I do miss the ability to watch a lot of web-native content, because while the PS3 does include a web browser, not many video sites work on it. YouTube’s (s GOOG) the big exception, with an optimized browser that’s pretty simple to use with a remote or controller. I’d love to see solutions for browsing or other services, though.

Why You Really Buy the PS3

The PS3, in short, does a couple of big things well, but if you were to plot its features on our Google TV/Apple TV/Roku/Boxee Box chart, it’d be missing some big stuff, like VEVO, Pandora and Twitter.

However, the delightful thing about the PS3 is that these features aren’t technically the PS3’s raison d’être; this all comes on top of its gaming capabilities and Blu-ray player. And while I’m not much of a gamer (except for the occasional Portal or Heavy Rain session), the video quality of Blu-ray has me believing in physical media to a certain extent.

Sure, both Steve Jobs and Bill Gates think that the format will soon be discarded in favor of pure streaming media — and those guys aren’t exactly dumb. But watching something like J.J. Abrams’ update of Star Trek on Blu-ray makes me hope it’ll stick around for a while, because the video quality on a high-def TV is noticeably different.

Below is a video comparison between Netflix Instant and Blu-ray, using the PS3 and the first 30 seconds of Star Trek. The differences are subtle, but if you pay attention to the definition of the lens flare, you can tell which image is sharper.


The PS3 currently retails for around $299.99 (120 GB model) or $349.99 (250 GB). Apple TV and Roku, at $99 each, are a third of the price, it’s true, but for me the Blu-ray capability, Hulu Plus access and gaming are worth the additional cost.

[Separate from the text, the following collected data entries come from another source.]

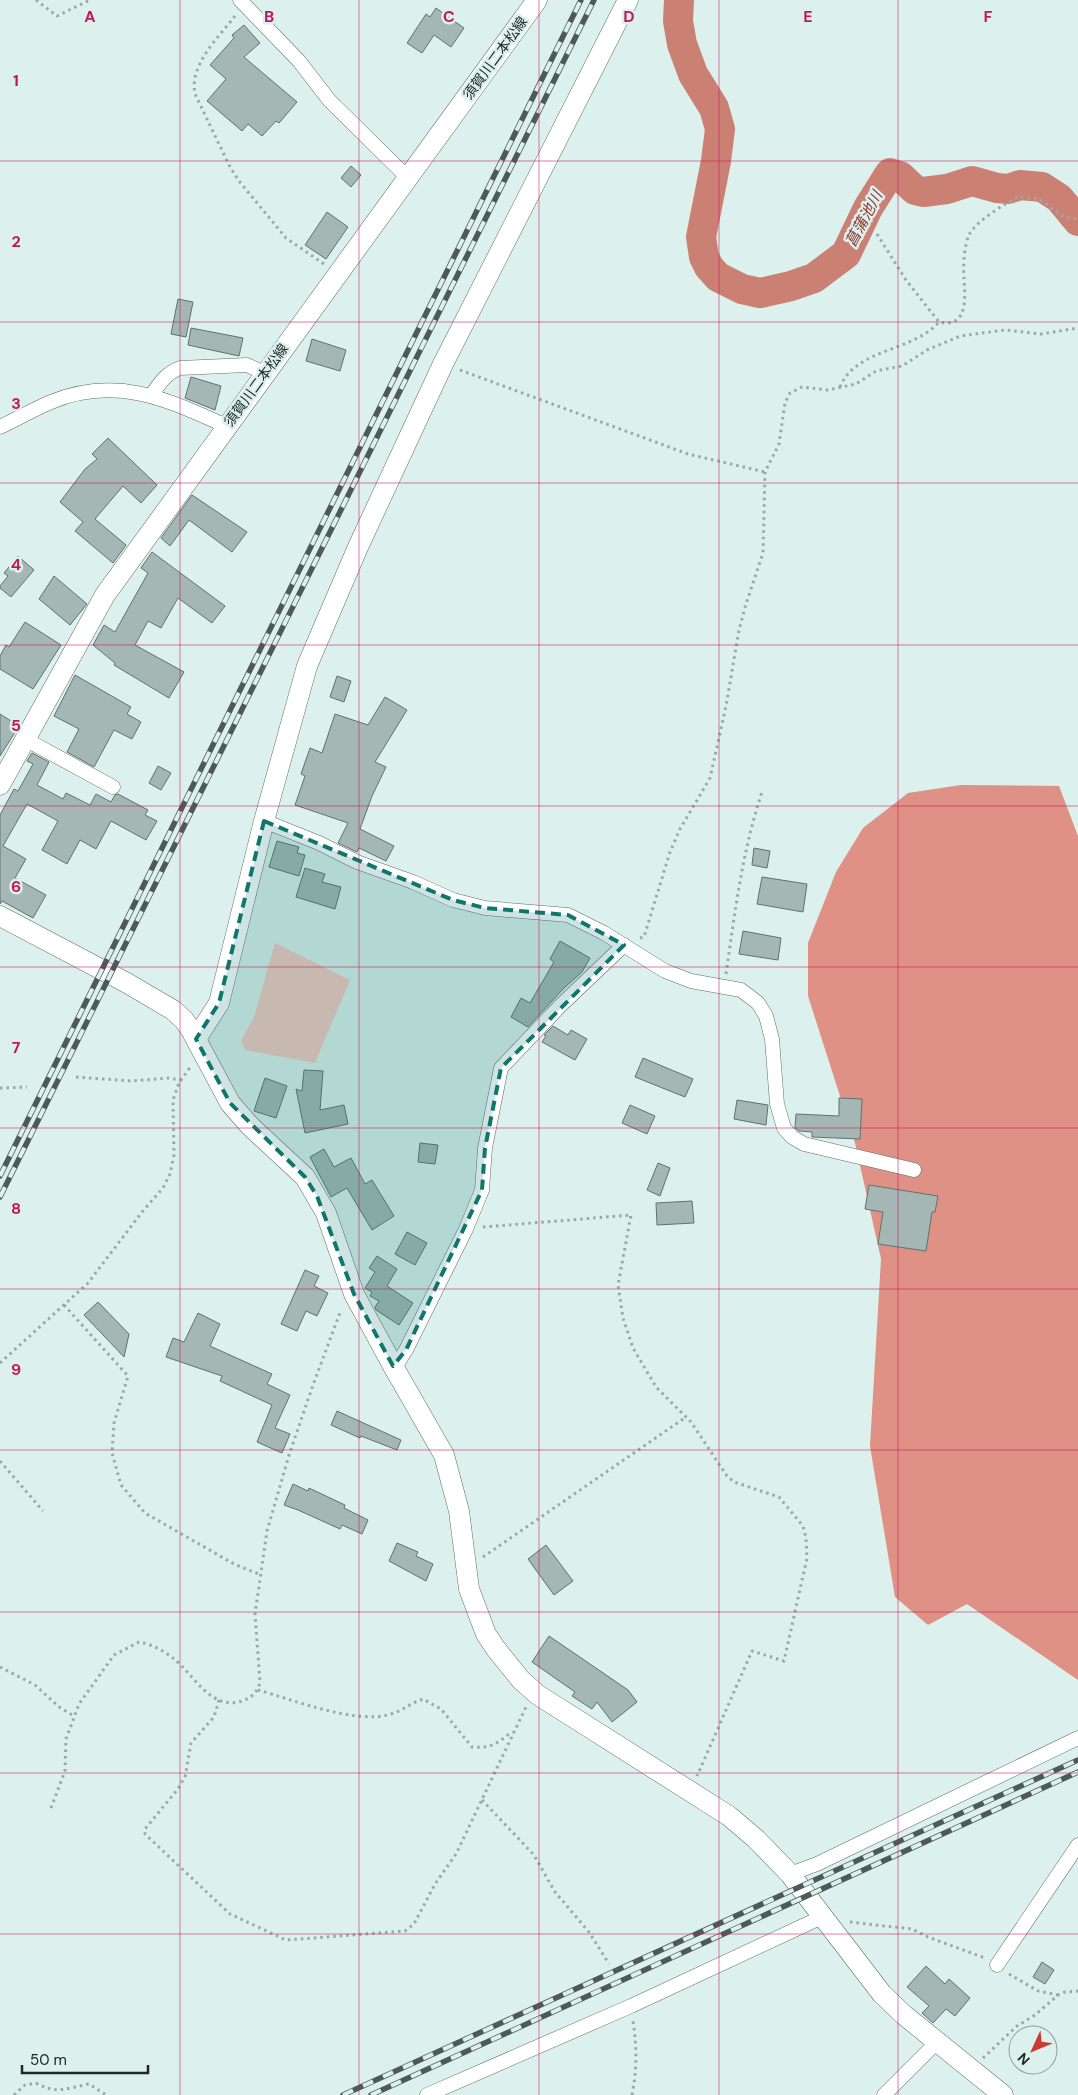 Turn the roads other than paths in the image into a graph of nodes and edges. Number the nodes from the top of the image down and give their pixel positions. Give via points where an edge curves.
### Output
1 (537, 0) edge
2 (628, 0) edge
3 (243, 3) edge
4 (407, 177) junction
5 (264, 373) junction
6 (151, 396) junction
7 (226, 426) junction
8 (0, 428) edge
9 (25, 739) junction
10 (0, 786) edge
11 (113, 787) dead end
12 (264, 821) junction
13 (0, 916) edge
14 (624, 945) junction
15 (200, 1046) junction
16 (914, 1170) dead end
17 (393, 1366) junction
18 (1078, 1738) edge
19 (1078, 1845) edge
20 (790, 1874) junction
21 (825, 1922) junction
22 (997, 1965) road end
23 (937, 2042) junction
24 (427, 2095) edge
25 (884, 2095) edge
26 (1003, 2095) edge

1 - 4 street, 須賀川二本松線
2 - 12 street via 443,364 358,547 307,666
3 - 4 street via 300,61 329,100
4 - 5 street, 須賀川二本松線
5 - 6 street via 247,364 180,368 171,371
5 - 7 street, 須賀川二本松線
6 - 7 street
6 - 8 street via 118,390 74,394
7 - 9 street, 須賀川二本松線 via 105,595
9 - 10 street, 須賀川二本松線
9 - 11 street
12 - 14 street via 453,900 485,908 568,915
12 - 15 street via 219,1003
13 - 15 street via 127,982 173,1010 184,1020
14 - 16 street via 674,974 691,981 741,990 758,1003 766,1016 772,1038 777,1104 784,1128 792,1138
14 - 17 street via 501,1068 485,1148 482,1190 406,1350
15 - 17 street via 230,1102 250,1126 305,1177 318,1196 353,1290
17 - 20 street via 444,1455 459,1511 469,1589 486,1634 505,1662 533,1690 729,1816
18 - 20 street
19 - 22 street
20 - 21 street
21 - 23 street via 882,1994
21 - 24 street
23 - 25 street
23 - 26 street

In 2009, In-Stat found that consoles were the most popular way to pipe web video to TV sets, a trend they predicted would continue through the year 2013. That’s not shocking news — it’s a numbers game.

While Roku hopes it will sell more than a million units by the end of the year, as of June 2010, there were nearly 38 million PS3s sold worldwide since 2006. The Xbox 360? 41.7 million. The (somewhat more limited) Nintendo Wii? 73.97 million (PDF).

Even if you write those sales numbers off as just gamers who want to shoot Nazi zombies, there are approximately 160 million set-top boxes in the world, which are less and less just something you might buy to play Rock Band with friends.